Northrop Grumman Expands Plant 42 as B-21 Continues Development


The B-21 Raider, which might look like the illustration above, is expected to make its first flight in December 2021. Staff illustration by Mike Tsukamoto.

PALMDALE, Calif.—Northrop Grumman is expanding its side of the secretive Plant 42 facility here and hiring thousands of employees while development of the new B-21 bomber remains largely under wraps.

An older tan hangar-turned-production facility sits next to recently built white and blue buildings. Another large hangar is still under construction, and trailers serving as offices are lined up on-site.

Heavy equipment dug through the dirt as speakers praised the evolution of the legacy B-2, which is helping lay the foundation for its next-generation successor, at a recent birthday ceremony at Northrop’s facilities.

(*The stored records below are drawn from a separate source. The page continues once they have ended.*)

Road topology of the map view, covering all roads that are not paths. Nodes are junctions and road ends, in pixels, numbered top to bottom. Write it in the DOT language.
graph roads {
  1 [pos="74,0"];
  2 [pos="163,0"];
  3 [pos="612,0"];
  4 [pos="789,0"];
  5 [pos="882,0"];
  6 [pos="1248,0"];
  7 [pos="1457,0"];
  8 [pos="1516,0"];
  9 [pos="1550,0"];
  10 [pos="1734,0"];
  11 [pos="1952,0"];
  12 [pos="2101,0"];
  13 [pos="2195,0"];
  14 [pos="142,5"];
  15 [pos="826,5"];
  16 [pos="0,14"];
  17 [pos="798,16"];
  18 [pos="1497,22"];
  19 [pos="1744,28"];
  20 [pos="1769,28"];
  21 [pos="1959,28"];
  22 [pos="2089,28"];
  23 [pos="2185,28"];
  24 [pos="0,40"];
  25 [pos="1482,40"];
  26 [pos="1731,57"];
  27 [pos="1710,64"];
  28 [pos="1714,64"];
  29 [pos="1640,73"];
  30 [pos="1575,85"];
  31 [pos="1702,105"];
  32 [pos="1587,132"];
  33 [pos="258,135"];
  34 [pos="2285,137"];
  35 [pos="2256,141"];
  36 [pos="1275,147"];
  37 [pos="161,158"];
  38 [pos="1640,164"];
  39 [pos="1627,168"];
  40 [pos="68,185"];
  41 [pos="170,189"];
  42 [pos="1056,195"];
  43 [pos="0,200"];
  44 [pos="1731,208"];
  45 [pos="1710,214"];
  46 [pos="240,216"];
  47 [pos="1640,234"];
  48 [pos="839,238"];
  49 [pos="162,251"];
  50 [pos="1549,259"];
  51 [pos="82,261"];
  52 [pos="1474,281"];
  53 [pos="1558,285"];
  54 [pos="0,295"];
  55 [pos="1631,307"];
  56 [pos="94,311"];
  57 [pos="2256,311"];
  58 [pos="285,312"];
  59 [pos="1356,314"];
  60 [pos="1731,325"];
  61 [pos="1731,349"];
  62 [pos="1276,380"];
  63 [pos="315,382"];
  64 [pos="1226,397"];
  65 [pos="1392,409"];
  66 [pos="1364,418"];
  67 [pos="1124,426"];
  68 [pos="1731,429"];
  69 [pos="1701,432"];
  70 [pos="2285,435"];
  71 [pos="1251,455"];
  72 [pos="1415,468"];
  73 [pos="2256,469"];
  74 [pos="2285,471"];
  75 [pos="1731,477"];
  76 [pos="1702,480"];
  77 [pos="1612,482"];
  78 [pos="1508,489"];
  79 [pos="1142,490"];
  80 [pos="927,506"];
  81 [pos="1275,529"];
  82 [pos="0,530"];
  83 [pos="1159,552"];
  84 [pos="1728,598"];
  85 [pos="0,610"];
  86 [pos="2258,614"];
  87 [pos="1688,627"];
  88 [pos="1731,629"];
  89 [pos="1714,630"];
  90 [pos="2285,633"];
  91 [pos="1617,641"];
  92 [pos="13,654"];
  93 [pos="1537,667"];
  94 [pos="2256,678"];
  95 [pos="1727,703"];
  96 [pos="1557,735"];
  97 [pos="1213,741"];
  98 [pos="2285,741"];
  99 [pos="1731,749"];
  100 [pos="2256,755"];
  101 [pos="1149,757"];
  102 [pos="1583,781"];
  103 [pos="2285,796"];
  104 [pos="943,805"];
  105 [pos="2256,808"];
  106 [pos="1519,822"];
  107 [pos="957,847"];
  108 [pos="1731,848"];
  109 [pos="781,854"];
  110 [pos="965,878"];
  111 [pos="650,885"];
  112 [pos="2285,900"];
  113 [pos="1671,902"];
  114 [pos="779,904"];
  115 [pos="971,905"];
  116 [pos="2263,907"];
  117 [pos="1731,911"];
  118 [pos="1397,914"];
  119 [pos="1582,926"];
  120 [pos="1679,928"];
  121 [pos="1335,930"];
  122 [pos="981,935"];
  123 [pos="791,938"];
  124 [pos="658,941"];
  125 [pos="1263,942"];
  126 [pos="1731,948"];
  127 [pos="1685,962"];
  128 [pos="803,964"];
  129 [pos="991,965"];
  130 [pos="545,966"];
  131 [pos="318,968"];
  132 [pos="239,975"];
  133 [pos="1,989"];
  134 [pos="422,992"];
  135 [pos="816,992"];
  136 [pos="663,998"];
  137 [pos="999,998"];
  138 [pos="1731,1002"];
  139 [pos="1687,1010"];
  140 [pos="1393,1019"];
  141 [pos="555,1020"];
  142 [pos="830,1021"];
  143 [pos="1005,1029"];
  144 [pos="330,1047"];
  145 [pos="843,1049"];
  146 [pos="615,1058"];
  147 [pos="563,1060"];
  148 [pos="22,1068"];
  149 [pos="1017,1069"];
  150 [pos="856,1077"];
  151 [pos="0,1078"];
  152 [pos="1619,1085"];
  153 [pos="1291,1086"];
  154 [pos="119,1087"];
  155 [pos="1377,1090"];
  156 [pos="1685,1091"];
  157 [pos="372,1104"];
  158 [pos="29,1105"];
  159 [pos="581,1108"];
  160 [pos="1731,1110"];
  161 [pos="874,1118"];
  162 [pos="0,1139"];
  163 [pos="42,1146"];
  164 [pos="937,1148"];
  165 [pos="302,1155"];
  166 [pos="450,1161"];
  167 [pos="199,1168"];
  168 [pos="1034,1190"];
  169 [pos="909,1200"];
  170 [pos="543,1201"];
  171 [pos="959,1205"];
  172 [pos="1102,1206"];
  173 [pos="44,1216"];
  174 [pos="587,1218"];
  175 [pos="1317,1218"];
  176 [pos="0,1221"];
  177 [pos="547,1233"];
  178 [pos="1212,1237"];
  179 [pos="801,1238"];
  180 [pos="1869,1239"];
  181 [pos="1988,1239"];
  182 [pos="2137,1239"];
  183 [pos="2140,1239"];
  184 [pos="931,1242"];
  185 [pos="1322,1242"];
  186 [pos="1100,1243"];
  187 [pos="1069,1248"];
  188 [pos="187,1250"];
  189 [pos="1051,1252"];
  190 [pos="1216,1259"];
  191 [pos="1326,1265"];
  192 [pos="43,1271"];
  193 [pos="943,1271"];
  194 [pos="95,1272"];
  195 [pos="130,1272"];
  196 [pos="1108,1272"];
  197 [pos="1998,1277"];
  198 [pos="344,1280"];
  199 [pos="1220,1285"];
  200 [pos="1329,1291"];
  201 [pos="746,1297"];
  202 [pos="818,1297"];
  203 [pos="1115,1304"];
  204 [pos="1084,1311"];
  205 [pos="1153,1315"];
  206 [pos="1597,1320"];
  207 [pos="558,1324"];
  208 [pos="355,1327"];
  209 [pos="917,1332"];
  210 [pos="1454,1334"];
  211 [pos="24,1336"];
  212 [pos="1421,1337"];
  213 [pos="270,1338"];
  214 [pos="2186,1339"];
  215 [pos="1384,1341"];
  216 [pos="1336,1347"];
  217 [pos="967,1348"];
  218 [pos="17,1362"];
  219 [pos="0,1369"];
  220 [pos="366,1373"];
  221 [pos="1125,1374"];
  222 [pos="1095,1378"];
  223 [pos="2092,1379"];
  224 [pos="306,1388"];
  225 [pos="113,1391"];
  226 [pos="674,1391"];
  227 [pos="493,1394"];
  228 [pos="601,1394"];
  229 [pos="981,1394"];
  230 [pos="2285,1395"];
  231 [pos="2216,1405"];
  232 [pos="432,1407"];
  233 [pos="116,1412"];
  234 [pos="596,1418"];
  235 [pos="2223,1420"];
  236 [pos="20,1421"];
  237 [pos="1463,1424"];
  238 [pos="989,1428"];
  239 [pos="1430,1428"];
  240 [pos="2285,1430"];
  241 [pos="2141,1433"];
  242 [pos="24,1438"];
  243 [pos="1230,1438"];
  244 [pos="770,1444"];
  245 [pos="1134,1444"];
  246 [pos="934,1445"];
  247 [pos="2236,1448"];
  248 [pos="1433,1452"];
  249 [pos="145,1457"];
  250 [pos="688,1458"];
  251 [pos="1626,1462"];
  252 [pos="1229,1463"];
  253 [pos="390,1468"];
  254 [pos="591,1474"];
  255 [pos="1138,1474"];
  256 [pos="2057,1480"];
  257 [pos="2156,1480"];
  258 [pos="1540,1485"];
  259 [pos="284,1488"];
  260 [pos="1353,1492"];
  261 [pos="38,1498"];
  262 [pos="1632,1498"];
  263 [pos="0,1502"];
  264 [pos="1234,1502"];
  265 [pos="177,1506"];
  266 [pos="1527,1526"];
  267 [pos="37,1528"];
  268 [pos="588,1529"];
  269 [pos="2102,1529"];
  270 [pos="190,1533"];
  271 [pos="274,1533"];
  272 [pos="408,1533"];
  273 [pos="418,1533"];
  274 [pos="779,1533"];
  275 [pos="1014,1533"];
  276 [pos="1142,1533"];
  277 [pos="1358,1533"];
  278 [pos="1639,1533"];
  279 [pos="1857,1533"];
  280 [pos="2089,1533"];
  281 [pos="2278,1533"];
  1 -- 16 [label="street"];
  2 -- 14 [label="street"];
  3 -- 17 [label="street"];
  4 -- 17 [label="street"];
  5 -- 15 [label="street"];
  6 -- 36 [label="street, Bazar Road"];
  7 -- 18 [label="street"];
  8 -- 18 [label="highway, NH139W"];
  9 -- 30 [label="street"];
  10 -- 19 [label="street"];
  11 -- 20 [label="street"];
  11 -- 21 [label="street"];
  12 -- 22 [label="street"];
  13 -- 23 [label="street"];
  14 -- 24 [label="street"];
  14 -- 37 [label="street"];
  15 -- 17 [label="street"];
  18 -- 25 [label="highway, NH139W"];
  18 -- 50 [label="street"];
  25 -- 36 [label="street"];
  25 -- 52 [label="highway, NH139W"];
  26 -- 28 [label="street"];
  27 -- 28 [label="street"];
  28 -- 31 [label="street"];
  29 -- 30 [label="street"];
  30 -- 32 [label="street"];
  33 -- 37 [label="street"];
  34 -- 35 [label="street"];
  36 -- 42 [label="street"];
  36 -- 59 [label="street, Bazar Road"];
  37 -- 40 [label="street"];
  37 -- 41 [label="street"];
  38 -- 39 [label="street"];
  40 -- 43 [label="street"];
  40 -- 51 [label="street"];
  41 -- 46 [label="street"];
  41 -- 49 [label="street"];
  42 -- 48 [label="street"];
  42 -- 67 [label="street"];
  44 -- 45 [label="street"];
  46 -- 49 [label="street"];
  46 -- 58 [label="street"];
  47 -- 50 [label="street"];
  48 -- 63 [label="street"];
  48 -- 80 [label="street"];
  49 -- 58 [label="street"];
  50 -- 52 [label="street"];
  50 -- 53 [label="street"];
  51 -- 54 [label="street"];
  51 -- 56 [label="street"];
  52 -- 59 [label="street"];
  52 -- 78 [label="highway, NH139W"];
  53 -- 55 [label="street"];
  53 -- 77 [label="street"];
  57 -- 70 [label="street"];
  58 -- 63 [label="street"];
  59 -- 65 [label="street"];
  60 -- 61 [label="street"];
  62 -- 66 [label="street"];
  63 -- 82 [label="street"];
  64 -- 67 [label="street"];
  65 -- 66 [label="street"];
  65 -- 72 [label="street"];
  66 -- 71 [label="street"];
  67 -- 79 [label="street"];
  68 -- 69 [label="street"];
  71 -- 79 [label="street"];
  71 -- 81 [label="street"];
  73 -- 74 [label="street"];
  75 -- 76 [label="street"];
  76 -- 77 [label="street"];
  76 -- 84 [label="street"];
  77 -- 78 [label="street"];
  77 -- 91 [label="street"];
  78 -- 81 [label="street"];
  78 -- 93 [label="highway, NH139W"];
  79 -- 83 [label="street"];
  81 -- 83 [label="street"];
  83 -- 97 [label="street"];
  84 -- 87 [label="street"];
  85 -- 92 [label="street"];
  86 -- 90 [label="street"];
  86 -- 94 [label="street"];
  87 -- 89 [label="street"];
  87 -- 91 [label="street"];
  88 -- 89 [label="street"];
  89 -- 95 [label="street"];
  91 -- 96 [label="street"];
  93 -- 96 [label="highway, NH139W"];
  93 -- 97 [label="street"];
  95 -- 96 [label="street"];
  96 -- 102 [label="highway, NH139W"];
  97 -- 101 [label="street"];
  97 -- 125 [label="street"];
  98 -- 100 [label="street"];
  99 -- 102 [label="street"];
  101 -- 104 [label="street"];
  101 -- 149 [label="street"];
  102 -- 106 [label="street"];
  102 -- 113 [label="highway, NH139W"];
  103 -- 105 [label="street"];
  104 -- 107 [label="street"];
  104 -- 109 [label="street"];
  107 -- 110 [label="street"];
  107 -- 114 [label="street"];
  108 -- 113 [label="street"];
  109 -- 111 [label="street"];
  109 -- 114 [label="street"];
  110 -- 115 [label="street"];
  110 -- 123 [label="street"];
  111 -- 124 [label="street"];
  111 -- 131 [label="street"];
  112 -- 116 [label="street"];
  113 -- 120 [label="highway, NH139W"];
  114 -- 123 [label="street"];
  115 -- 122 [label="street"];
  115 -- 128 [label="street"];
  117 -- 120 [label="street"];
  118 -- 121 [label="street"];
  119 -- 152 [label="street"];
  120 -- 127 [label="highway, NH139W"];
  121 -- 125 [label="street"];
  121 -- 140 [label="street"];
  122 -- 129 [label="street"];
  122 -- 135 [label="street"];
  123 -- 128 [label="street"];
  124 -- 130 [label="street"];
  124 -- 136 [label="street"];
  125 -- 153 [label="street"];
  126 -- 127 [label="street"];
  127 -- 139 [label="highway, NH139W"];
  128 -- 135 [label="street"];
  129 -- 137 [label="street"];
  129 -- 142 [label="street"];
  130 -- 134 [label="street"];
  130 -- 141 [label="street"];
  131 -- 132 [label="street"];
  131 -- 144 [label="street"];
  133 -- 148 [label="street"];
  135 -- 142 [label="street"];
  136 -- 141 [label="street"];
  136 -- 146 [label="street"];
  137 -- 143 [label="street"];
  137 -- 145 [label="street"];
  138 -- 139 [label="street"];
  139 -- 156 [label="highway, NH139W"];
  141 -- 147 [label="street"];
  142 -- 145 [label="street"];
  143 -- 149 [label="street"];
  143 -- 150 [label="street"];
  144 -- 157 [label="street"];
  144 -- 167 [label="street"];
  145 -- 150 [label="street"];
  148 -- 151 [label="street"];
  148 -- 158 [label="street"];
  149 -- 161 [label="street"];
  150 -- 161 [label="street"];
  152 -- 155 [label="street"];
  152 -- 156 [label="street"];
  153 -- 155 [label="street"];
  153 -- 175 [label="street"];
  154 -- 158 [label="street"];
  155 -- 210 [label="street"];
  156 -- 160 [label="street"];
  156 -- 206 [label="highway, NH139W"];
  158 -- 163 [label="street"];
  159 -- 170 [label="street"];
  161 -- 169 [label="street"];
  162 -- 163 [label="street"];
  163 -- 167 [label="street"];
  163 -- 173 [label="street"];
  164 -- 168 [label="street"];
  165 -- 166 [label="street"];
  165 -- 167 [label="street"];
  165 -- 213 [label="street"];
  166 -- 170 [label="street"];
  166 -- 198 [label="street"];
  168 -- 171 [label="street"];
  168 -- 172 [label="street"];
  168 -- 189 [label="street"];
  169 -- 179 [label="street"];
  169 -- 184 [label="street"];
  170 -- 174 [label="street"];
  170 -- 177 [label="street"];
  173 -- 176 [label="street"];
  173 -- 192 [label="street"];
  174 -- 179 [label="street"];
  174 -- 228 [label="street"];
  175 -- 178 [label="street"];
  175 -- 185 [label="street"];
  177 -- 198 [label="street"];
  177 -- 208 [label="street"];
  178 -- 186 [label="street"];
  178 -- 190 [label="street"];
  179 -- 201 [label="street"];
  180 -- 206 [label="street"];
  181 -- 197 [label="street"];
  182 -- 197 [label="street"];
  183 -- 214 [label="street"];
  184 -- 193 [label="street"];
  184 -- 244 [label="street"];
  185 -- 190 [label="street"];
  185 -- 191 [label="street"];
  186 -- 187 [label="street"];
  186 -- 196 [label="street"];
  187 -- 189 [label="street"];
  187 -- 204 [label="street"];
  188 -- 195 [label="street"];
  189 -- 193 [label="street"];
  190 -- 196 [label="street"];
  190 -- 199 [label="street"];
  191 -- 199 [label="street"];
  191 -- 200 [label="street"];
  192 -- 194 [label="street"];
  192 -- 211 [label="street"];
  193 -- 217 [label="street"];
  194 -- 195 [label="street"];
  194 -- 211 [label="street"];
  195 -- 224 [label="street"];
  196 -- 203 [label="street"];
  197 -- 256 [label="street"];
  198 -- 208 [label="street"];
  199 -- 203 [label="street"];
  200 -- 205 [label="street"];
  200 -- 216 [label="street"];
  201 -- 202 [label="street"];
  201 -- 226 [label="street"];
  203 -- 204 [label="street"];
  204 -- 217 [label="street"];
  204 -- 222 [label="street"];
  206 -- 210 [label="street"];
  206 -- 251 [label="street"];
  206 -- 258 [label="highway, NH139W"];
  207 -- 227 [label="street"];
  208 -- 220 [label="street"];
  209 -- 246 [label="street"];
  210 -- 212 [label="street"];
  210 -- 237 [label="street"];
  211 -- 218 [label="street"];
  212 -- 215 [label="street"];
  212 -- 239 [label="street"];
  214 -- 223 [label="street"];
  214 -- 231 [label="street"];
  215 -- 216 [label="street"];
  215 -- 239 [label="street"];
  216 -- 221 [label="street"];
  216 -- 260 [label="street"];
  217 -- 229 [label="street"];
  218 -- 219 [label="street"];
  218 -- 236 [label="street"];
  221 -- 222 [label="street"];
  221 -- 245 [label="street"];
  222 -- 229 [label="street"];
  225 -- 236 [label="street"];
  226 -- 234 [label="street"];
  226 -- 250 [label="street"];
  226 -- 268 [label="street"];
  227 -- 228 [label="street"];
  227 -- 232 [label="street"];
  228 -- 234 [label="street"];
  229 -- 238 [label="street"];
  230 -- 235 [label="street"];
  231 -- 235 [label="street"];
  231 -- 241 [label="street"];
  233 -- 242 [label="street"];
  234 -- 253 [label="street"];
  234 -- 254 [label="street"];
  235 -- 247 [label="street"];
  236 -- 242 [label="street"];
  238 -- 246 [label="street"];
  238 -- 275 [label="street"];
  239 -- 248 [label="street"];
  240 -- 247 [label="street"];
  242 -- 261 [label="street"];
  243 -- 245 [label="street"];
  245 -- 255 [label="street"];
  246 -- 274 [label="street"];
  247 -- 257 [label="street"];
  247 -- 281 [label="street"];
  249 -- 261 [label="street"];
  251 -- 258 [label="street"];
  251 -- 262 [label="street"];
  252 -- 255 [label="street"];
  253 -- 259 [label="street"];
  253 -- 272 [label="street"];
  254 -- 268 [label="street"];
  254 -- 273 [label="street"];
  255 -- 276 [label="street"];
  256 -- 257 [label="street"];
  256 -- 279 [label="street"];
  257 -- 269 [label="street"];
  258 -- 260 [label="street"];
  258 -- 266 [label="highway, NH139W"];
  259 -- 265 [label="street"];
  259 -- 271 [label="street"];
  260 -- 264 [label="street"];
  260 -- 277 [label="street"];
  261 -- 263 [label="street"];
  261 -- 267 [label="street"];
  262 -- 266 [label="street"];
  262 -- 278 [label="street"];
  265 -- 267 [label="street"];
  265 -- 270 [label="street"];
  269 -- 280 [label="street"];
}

The company won’t specifically say whether the growth is driven by the B-21 Raider, only that the new construction is for “programs.” But it has funneled “multiple hundreds of millions” of dollars to improve Plant 42, according to Janis Pamiljans, the president of Northrop’s aerospace sector. The company has also grown from about 25,000 to 28,000 employees in California alone since 2015 and continues to hire.

“We’ve been on a tremendous hiring spree … and you can see the kind of structures being built,” Pamiljans said.

Northrop moved some of its other systems, such as the RQ-4 Global Hawk and the MQ-4 Triton, to new locations so it can better serve production of those aircraft. The shifts also free up space for other endeavors.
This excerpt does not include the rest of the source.